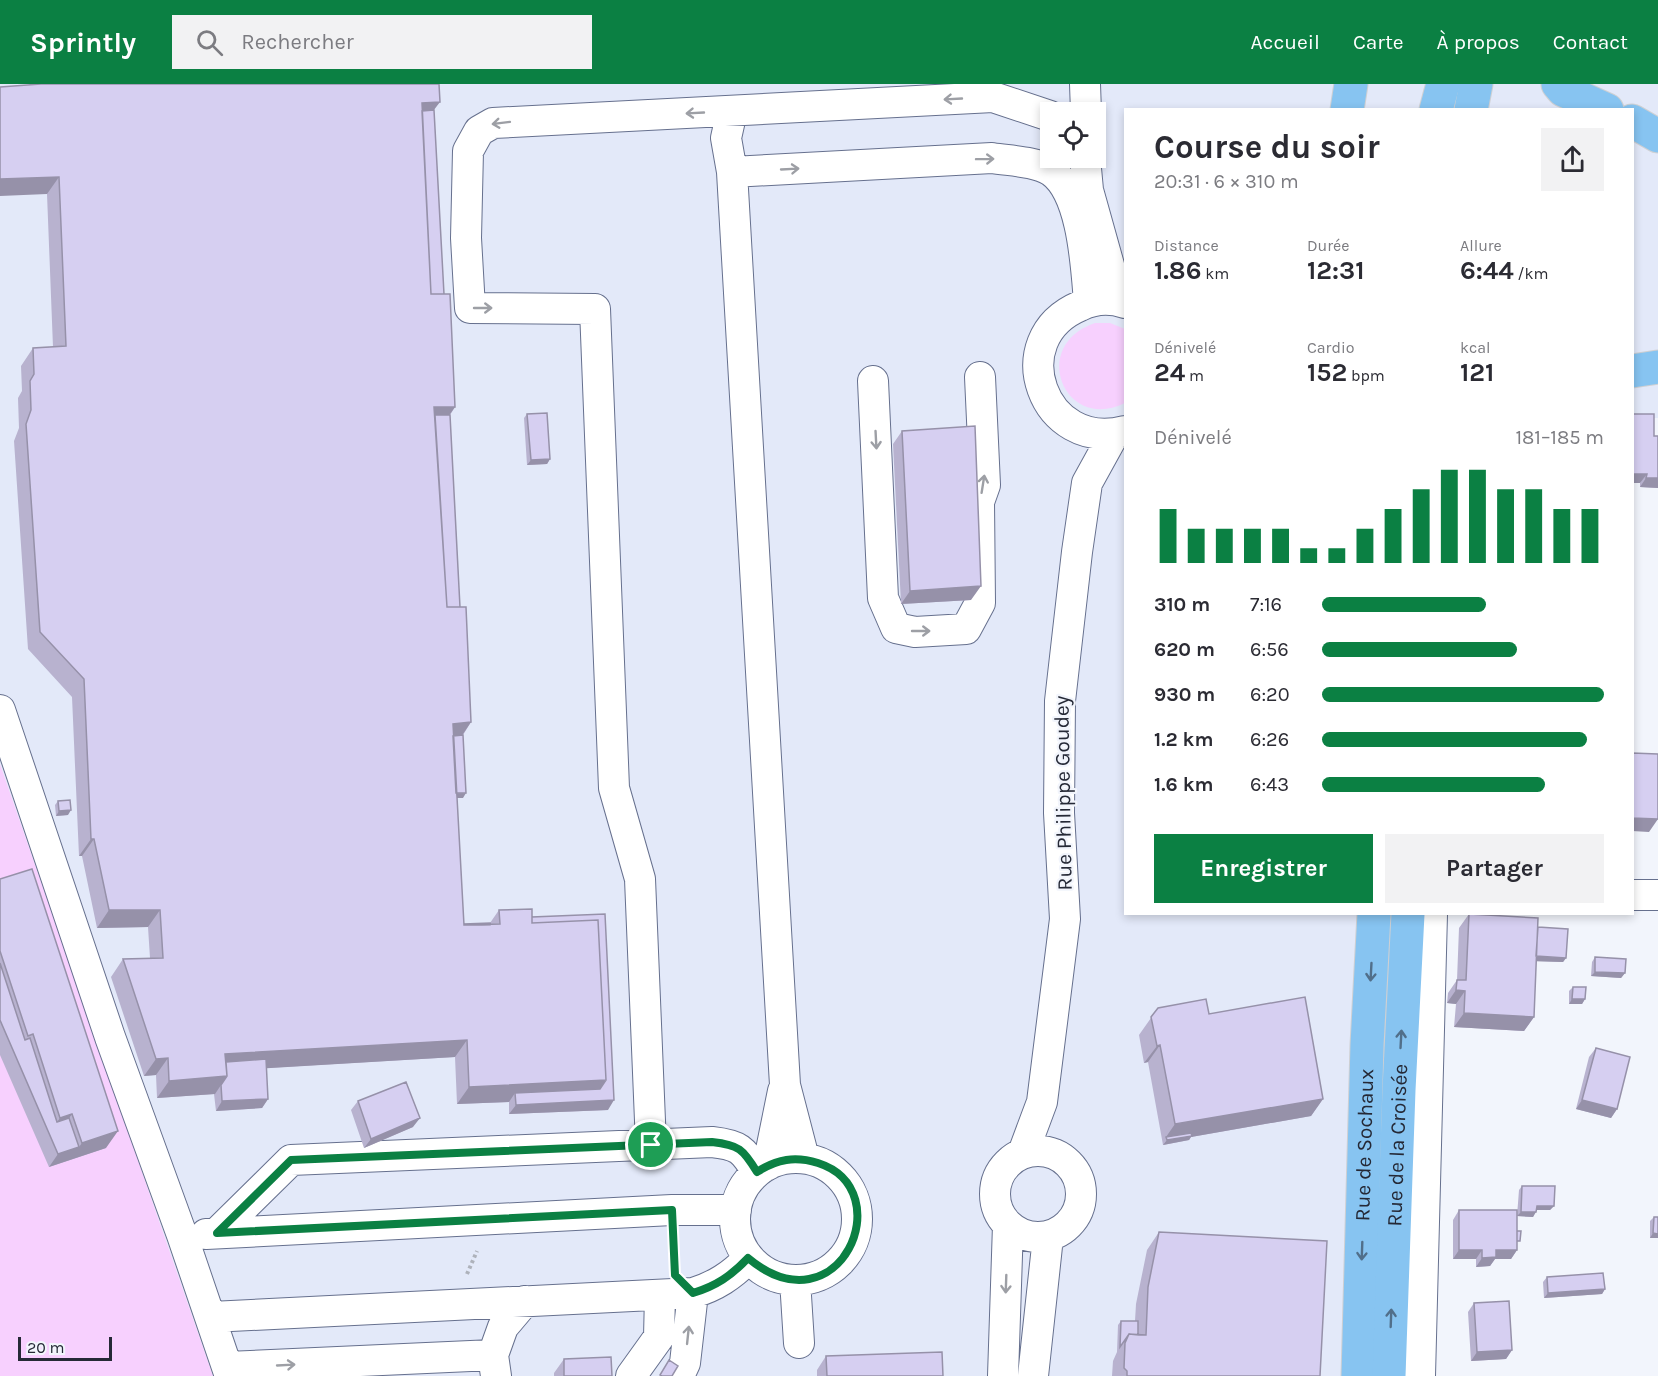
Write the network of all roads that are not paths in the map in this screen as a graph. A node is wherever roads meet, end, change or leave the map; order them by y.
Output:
1 (1021, 84) edge
2 (1085, 84) edge
3 (1351, 84) edge
4 (1443, 84) edge
5 (1476, 84) edge
6 (1558, 84) edge
7 (993, 97) junction
8 (1086, 102) edge
9 (1347, 108) edge
10 (1437, 108) edge
11 (1471, 108) edge
12 (1603, 108) edge
13 (732, 111) junction
14 (1040, 113) edge
15 (1634, 122) edge
16 (1658, 136) edge
17 (1634, 147) edge
18 (1658, 153) edge
19 (1085, 168) edge
20 (732, 172) junction
21 (1089, 302) junction
22 (1122, 302) edge
23 (1658, 367) edge
24 (1634, 371) edge
25 (980, 377) dead end
26 (873, 381) dead end
27 (1068, 423) junction
28 (1120, 432) edge
29 (1087, 483) junction
30 (0, 710) edge
31 (1634, 895) edge
32 (1658, 896) edge
33 (1374, 915) edge
34 (1408, 915) edge
35 (1432, 915) edge
36 (784, 1085) junction
37 (1042, 1102) junction
38 (651, 1145) junction
39 (1023, 1153) junction
40 (1057, 1155) junction
41 (804, 1158) junction
42 (763, 1169) junction
43 (736, 1210) junction
44 (1008, 1225) junction
45 (217, 1233) junction
46 (182, 1235) junction
47 (1048, 1237) junction
48 (748, 1258) junction
49 (795, 1280) junction
50 (693, 1293) junction
51 (660, 1295) junction
52 (525, 1301) junction
53 (211, 1317) junction
54 (800, 1343) dead end
55 (495, 1366) edge
56 (229, 1372) edge
57 (631, 1376) edge
58 (679, 1376) edge
59 (1003, 1376) edge
60 (1034, 1376) edge
61 (1358, 1376) edge
62 (1389, 1376) edge
63 (1420, 1376) edge

1 - 7 street
2 - 8 street
3 - 9 main road
4 - 10 main road
5 - 11 main road
6 - 12 main road
7 -> 13 street
7 - 14 street
13 - 20 street
13 -> 38 street
15 - 16 main road
17 - 18 main road
19 - 22 street
20 -> 21 street
20 - 36 street
21 - 22 street
21 - 27 street
23 - 24 main road
26 -> 25 street
27 - 28 street
27 - 29 street, Rue Philippe Goudey
28 - 29 street, Rue Philippe Goudey
29 - 37 street, Rue Philippe Goudey
30 - 46 street
31 - 32 street
33 -> 61 main road, Rue de Sochaux
62 -> 34 main road, Rue de la Croisée
35 - 63 street
36 - 41 street
36 - 42 street
37 - 39 street, Rue Philippe Goudey
37 - 40 street, Rue Philippe Goudey
38 - 42 street
38 - 45 street
39 - 40 street
39 - 44 street
40 - 47 street
41 - 42 street
41 - 49 street
42 - 43 street
43 - 45 street
43 - 48 street
44 - 47 street
44 -> 59 street
45 - 46 street
46 - 53 street
47 - 60 street
48 - 49 street
48 - 50 street
49 - 54 street
50 - 51 street
58 -> 50 street
51 - 52 street
51 - 57 street
52 - 53 street
52 - 55 street
53 - 56 street
56 -> 55 street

● ● ● ● ●

TASK PROMPT: The material should be duplicated word for word, with no images included.

ANSWER FOR THIS EXERCISE:
Write the network of all roads that are not paths in the map in this screen as a graph. A node is wherever roads meet, end, change or leave the map; order them by y.
Output:
1 (1021, 84) edge
2 (1085, 84) edge
3 (1351, 84) edge
4 (1443, 84) edge
5 (1476, 84) edge
6 (1558, 84) edge
7 (993, 97) junction
8 (1086, 102) edge
9 (1347, 108) edge
10 (1437, 108) edge
11 (1471, 108) edge
12 (1603, 108) edge
13 (732, 111) junction
14 (1040, 113) edge
15 (1634, 122) edge
16 (1658, 136) edge
17 (1634, 147) edge
18 (1658, 153) edge
19 (1085, 168) edge
20 (732, 172) junction
21 (1089, 302) junction
22 (1122, 302) edge
23 (1658, 367) edge
24 (1634, 371) edge
25 (980, 377) dead end
26 (873, 381) dead end
27 (1068, 423) junction
28 (1120, 432) edge
29 (1087, 483) junction
30 (0, 710) edge
31 (1634, 895) edge
32 (1658, 896) edge
33 (1374, 915) edge
34 (1408, 915) edge
35 (1432, 915) edge
36 (784, 1085) junction
37 (1042, 1102) junction
38 (651, 1145) junction
39 (1023, 1153) junction
40 (1057, 1155) junction
41 (804, 1158) junction
42 (763, 1169) junction
43 (736, 1210) junction
44 (1008, 1225) junction
45 (217, 1233) junction
46 (182, 1235) junction
47 (1048, 1237) junction
48 (748, 1258) junction
49 (795, 1280) junction
50 (693, 1293) junction
51 (660, 1295) junction
52 (525, 1301) junction
53 (211, 1317) junction
54 (800, 1343) dead end
55 (495, 1366) edge
56 (229, 1372) edge
57 (631, 1376) edge
58 (679, 1376) edge
59 (1003, 1376) edge
60 (1034, 1376) edge
61 (1358, 1376) edge
62 (1389, 1376) edge
63 (1420, 1376) edge

1 - 7 street
2 - 8 street
3 - 9 main road
4 - 10 main road
5 - 11 main road
6 - 12 main road
7 -> 13 street
7 - 14 street
13 - 20 street
13 -> 38 street
15 - 16 main road
17 - 18 main road
19 - 22 street
20 -> 21 street
20 - 36 street
21 - 22 street
21 - 27 street
23 - 24 main road
26 -> 25 street
27 - 28 street
27 - 29 street, Rue Philippe Goudey
28 - 29 street, Rue Philippe Goudey
29 - 37 street, Rue Philippe Goudey
30 - 46 street
31 - 32 street
33 -> 61 main road, Rue de Sochaux
62 -> 34 main road, Rue de la Croisée
35 - 63 street
36 - 41 street
36 - 42 street
37 - 39 street, Rue Philippe Goudey
37 - 40 street, Rue Philippe Goudey
38 - 42 street
38 - 45 street
39 - 40 street
39 - 44 street
40 - 47 street
41 - 42 street
41 - 49 street
42 - 43 street
43 - 45 street
43 - 48 street
44 - 47 street
44 -> 59 street
45 - 46 street
46 - 53 street
47 - 60 street
48 - 49 street
48 - 50 street
49 - 54 street
50 - 51 street
58 -> 50 street
51 - 52 street
51 - 57 street
52 - 53 street
52 - 55 street
53 - 56 street
56 -> 55 street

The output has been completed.